■ **WORK INSTRUCTION**: Find the line with "<!-- secondary casing -->" in the entries below. Repeat it, every following line, and the line with "<!-- street labels -->", exactly and with nothing added.

Collected data entries:
=== Begin Enclosure ===
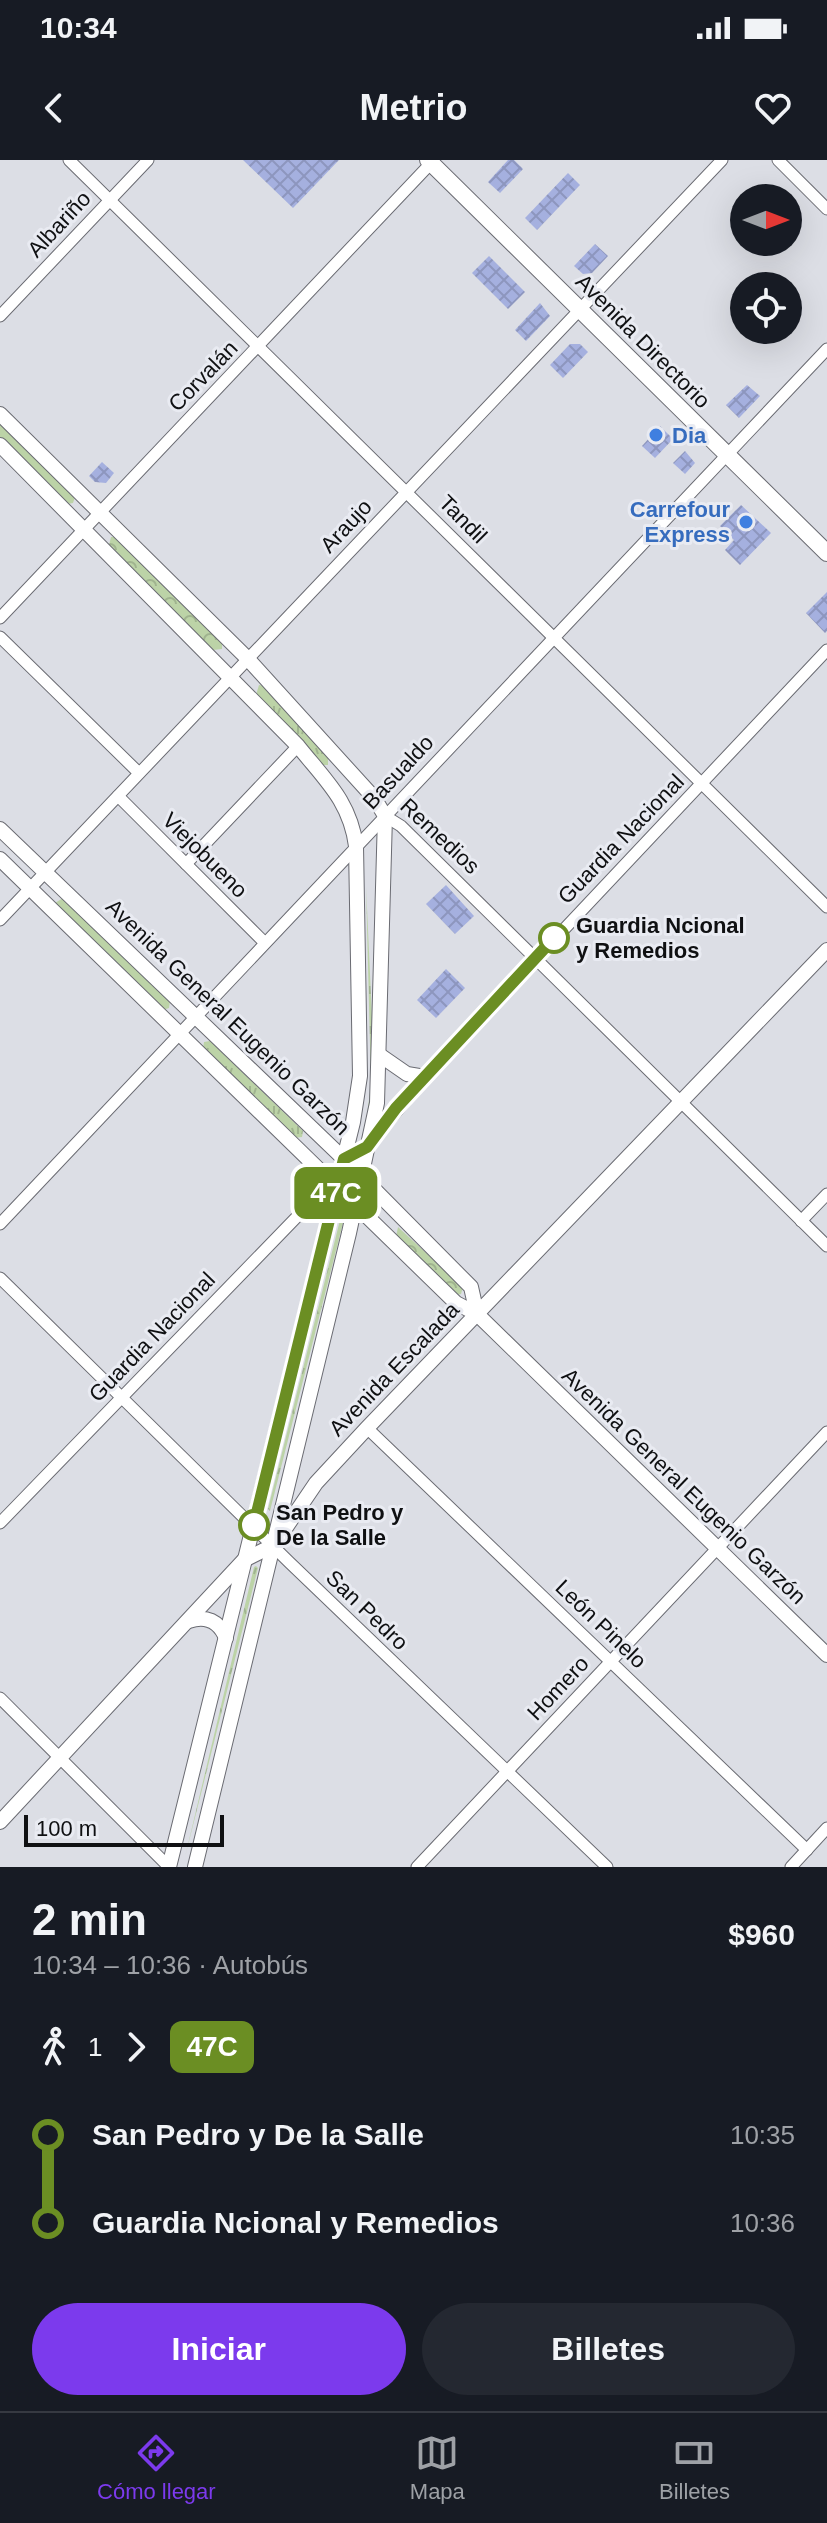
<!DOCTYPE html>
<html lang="es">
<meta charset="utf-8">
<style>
body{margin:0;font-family:Helvetica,sans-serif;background:#242831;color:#f1f3f6;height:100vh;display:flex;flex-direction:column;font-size:30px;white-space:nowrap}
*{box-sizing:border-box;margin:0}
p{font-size:26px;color:#9ea1a6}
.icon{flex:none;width:44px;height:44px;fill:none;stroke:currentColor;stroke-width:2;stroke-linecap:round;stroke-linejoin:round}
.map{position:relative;height:1707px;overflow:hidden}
.panel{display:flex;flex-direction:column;background:#171b24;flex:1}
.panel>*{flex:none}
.badge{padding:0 16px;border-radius:12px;font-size:28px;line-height:52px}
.needle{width:52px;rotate:90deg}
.tools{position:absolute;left:730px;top:24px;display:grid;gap:16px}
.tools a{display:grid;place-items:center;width:72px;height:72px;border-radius:50%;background:#171b24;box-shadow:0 8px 32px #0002;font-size:40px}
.scale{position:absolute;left:24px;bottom:20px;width:200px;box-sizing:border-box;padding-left:8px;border:4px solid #0f1012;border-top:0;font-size:22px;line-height:28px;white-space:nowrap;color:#0f1012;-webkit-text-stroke:6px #e9ebf2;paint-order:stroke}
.map>.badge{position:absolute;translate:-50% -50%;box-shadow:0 0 0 4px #fff}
.legs{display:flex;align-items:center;gap:12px;height:88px;padding:0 32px;font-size:26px}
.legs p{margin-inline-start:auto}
.head{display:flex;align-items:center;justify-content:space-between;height:136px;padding:0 32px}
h1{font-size:44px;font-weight:700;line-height:60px}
.action{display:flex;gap:16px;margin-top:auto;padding:16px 32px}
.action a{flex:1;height:92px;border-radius:48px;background:#7c3aed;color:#fff;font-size:32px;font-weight:700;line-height:92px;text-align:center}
.action a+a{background:#242831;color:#f1f3f6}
ul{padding:0 32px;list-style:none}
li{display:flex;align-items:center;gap:28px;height:88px;font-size:30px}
li i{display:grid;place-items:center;width:12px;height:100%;margin:0 10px;background:currentColor}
li i::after{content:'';width:20px;height:20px;margin:-10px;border:6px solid;border-radius:50%;background:#171b24}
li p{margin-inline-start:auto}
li:first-child i{background:linear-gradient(#0000 50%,currentColor 0)}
li:last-child i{background:linear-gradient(currentColor 50%,#0000 0)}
.status{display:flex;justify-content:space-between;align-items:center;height:56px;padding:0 40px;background:#171b24;direction:ltr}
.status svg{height:22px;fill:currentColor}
header{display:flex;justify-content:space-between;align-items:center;height:104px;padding:0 32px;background:#171b24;font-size:36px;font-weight:700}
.tab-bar{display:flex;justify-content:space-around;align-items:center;height:112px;border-top:2px solid #363941;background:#171b24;font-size:22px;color:#9ea1a6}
.tab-bar a{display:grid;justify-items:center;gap:4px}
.tab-bar .on{color:#7c3aed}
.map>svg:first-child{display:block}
.grass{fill:url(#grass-tufts)}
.forest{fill:url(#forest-crowns)}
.building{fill:url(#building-cross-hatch)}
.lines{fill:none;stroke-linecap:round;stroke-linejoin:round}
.minor-casing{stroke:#6a6b72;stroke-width:13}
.tertiary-casing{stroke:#6a6b72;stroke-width:16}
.secondary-casing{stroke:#6a6b72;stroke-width:18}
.minor{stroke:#fff;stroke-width:11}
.tertiary{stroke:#fff;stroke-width:14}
.secondary{stroke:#fff;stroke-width:16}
.line-1-casing{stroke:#fff;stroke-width:18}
.line-1{stroke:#6b8e23;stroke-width:12}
.shop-dot{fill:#3f7fe0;stroke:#e9ebf2;stroke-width:3}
.stop-1-dot{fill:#fff;stroke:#6b8e23;stroke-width:4}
.labels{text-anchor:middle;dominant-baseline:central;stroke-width:6;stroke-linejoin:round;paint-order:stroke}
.street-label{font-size:22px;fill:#0f1012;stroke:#e9ebf2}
.shop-label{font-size:22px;font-weight:bold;fill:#366cbe;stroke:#e9ebf2;text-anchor:start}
.stop-label{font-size:22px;font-weight:bold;fill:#0f1012;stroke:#e9ebf2;text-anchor:start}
</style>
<div class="status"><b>10:34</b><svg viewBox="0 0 49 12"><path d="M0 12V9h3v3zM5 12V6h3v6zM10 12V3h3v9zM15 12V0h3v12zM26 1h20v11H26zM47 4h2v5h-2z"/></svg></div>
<header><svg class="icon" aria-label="back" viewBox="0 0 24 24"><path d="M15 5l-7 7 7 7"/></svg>Metrio<svg class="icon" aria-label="heart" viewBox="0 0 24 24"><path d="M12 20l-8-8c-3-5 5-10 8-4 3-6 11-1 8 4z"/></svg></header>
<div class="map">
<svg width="827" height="1707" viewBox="0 0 827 1707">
<defs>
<pattern id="grass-tufts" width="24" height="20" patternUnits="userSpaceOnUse" patternTransform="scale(2)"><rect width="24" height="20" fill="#bcd3a7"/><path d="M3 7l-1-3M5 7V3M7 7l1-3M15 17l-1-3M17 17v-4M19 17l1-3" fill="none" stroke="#a0b48f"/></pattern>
<pattern id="forest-crowns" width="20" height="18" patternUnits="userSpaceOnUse" patternTransform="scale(2)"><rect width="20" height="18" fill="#bcd3a7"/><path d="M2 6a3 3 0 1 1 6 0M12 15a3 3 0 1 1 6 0" fill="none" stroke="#a0b48f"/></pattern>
<pattern id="building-cross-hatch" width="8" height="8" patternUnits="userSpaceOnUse" patternTransform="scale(2)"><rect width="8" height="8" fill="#a5b0df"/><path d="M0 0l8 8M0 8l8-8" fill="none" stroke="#8d96be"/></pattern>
</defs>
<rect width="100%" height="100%" fill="#dcdee5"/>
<!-- grass -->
<g class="grass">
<polygon points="259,525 265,526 328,594 328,605 322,605 256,535"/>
<polygon points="366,726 375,923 365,969 371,925"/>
<polygon points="63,738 170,841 169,848 163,850 55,743"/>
<polygon points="210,881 303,971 302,977 294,978 203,889 204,882"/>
<polygon points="340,1060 343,1063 270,1351 268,1349"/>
<polygon points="256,1406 258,1408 185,1697 254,1407"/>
</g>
<!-- forest -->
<g class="forest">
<polygon points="0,261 75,337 73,343 67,344 0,278"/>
<polygon points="111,377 115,377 222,482 222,489 213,490 109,385"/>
<polygon points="398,1067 463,1127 461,1134 457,1135 396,1077"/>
</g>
<!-- building -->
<g class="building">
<polygon points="243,0 339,0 293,48"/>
<polygon points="508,0 514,0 523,9 500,33 488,22"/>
<polygon points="568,13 580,25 537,70 525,58"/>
<polygon points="595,84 608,96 592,113 583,114 574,106"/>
<polygon points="489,96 525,132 508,149 472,113"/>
<polygon points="540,143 550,156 526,181 515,170"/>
<polygon points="570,184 580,184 588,192 563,218 550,205"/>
<polygon points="747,225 760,236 739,258 726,245"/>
<polygon points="660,266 673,279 655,298 642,286"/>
<polygon points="685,291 695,303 685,314 673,303"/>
<polygon points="102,302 114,313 106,323 95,322 89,316"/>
<polygon points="741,345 771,373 740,405 725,390 734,380 720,366"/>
<polygon points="827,432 827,471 825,473 806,453"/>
<polygon points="446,725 474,756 455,774 426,744"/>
<polygon points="446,809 465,828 436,858 417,840"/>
</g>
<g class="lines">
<defs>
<g id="minor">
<polyline points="69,0 827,747"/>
<polyline points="778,0 827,49"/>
<polyline points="0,156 148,0"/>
<polyline points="0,458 434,0"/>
<polyline points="0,477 139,613"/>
<polyline points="118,636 263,781"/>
<polyline points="385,656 401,666 827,1086"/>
<polyline points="186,704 298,586"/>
<polyline points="0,760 722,0"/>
<polyline points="344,999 367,987 425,917 827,490"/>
<polyline points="801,1061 827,1034"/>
<polyline points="0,1064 827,189"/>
<polyline points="0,1118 289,1402 607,1707"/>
<polyline points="367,1268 807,1690"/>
<polyline points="0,1363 319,1034 337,1027"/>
<polyline points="0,1538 169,1707"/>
<polyline points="417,1707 827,1272"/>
<polyline points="791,1707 827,1668"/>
</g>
<g id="tertiary">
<polyline points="0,254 248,499 375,639 385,656 377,943 349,1073 195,1707"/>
<path d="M 0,285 L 298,586 C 325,620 350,641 356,686 L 360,916 L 353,962 L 169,1707"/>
<polyline points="0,669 344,999 471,1127 477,1154"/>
<polyline points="0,699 456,1143 477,1154 827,1495"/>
<polyline points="381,896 407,914 425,917"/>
<path d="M 189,1461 C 206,1455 219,1461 226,1478"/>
<polyline points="0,1662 244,1400 274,1385 316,1323 367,1268 827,790"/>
</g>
<polyline id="secondary" points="428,0 827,393"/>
</defs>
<!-- minor casing -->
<use href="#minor" class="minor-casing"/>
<!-- tertiary casing -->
<use href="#tertiary" class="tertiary-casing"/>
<!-- secondary casing -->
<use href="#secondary" class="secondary-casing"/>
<!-- minor -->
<use href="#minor" class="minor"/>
<!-- tertiary -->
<use href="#tertiary" class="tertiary"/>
<!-- secondary -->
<use href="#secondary" class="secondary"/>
</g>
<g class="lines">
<defs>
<polyline id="line-1" points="254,1365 344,999 367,987 396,948 554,778"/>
</defs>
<!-- line-1 casing -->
<use href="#line-1" class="line-1-casing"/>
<!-- line-1 -->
<use href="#line-1" class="line-1"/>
</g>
<!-- markers -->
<g class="shop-dot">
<circle cx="656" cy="275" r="8"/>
<circle cx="746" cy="362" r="8"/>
</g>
<g class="stop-1-dot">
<circle cx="554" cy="778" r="14"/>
<circle cx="254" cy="1365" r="14"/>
</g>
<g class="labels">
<!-- street labels -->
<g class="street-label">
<text transform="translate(59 64) rotate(-47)">Albariño</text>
<text transform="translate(643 181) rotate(45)">Avenida Directorio</text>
<text transform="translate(203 216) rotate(-46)">Corvalán</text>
<text transform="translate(463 359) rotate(45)">Tandil</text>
<text transform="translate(346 366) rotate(-47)">Araujo</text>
<text transform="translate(398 612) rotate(-47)">Basualdo</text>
<text transform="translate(440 676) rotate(43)">Remedios</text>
<text transform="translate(621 679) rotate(-46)">Guardia Nacional</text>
<text transform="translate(205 695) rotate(45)">Viejobueno</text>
<text transform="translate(228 857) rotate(44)">Avenida General Eugenio Garzón</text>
<text transform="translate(152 1177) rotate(-46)">Guardia Nacional</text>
<text transform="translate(394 1209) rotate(-46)">Avenida Escalada</text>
<text transform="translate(684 1326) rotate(44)">Avenida General Eugenio Garzón</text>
<text transform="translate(367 1450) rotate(44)">San Pedro</text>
<text transform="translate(601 1464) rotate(44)">León Pinelo</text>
<text transform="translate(558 1528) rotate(-47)">Homero</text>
</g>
<!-- shop labels -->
<g class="shop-label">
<text x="672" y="275">Dia</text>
<text x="730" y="349" text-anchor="end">Carrefour<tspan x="730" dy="25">Express</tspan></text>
</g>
<!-- stop labels -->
<g class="stop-label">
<text x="576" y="765">Guardia Ncional<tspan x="576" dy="25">y Remedios</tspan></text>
<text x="276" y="1352">San Pedro y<tspan x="276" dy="25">De la Salle</tspan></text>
</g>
</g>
</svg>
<div class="tools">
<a><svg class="needle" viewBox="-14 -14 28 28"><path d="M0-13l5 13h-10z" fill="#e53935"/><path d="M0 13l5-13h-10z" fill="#9ea1a6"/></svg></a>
<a><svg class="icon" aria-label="locate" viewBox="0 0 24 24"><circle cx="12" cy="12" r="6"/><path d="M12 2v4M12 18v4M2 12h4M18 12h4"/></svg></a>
</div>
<div class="scale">100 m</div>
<b class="badge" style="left:336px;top:1033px;background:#6b8e23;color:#fff">47C</b>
</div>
<section class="panel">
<div class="head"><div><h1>2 min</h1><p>10:34 – 10:36 · Autobús</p></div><b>$960</b></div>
<div class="legs"><svg class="icon" aria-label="walk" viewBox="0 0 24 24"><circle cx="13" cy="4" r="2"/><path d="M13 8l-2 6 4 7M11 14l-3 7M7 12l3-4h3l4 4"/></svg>1<svg class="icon" aria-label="forward" viewBox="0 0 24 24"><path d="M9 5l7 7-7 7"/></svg><b class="badge" style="background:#6b8e23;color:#fff">47C</b></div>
<ul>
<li><i style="color:#6b8e23"></i><b>San Pedro y De la Salle</b><p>10:35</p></li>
<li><i style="color:#6b8e23"></i><b>Guardia Ncional y Remedios</b><p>10:36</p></li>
</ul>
<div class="action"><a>Iniciar</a><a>Billetes</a></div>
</section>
<nav class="tab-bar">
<a class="on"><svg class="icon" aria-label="directions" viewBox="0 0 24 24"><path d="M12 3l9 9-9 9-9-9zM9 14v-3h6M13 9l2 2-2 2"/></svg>Cómo llegar</a>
<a><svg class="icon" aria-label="map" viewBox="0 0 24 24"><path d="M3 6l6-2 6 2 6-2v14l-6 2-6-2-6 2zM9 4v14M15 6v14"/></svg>Mapa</a>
<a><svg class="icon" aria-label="tickets" viewBox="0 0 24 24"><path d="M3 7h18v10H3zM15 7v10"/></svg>Billetes</a>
</nav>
=== End Enclosure ===
■ **TASK ANSWER**:
<!-- secondary casing -->
<use href="#secondary" class="secondary-casing"/>
<!-- minor -->
<use href="#minor" class="minor"/>
<!-- tertiary -->
<use href="#tertiary" class="tertiary"/>
<!-- secondary -->
<use href="#secondary" class="secondary"/>
</g>
<g class="lines">
<defs>
<polyline id="line-1" points="254,1365 344,999 367,987 396,948 554,778"/>
</defs>
<!-- line-1 casing -->
<use href="#line-1" class="line-1-casing"/>
<!-- line-1 -->
<use href="#line-1" class="line-1"/>
</g>
<!-- markers -->
<g class="shop-dot">
<circle cx="656" cy="275" r="8"/>
<circle cx="746" cy="362" r="8"/>
</g>
<g class="stop-1-dot">
<circle cx="554" cy="778" r="14"/>
<circle cx="254" cy="1365" r="14"/>
</g>
<g class="labels">
<!-- street labels -->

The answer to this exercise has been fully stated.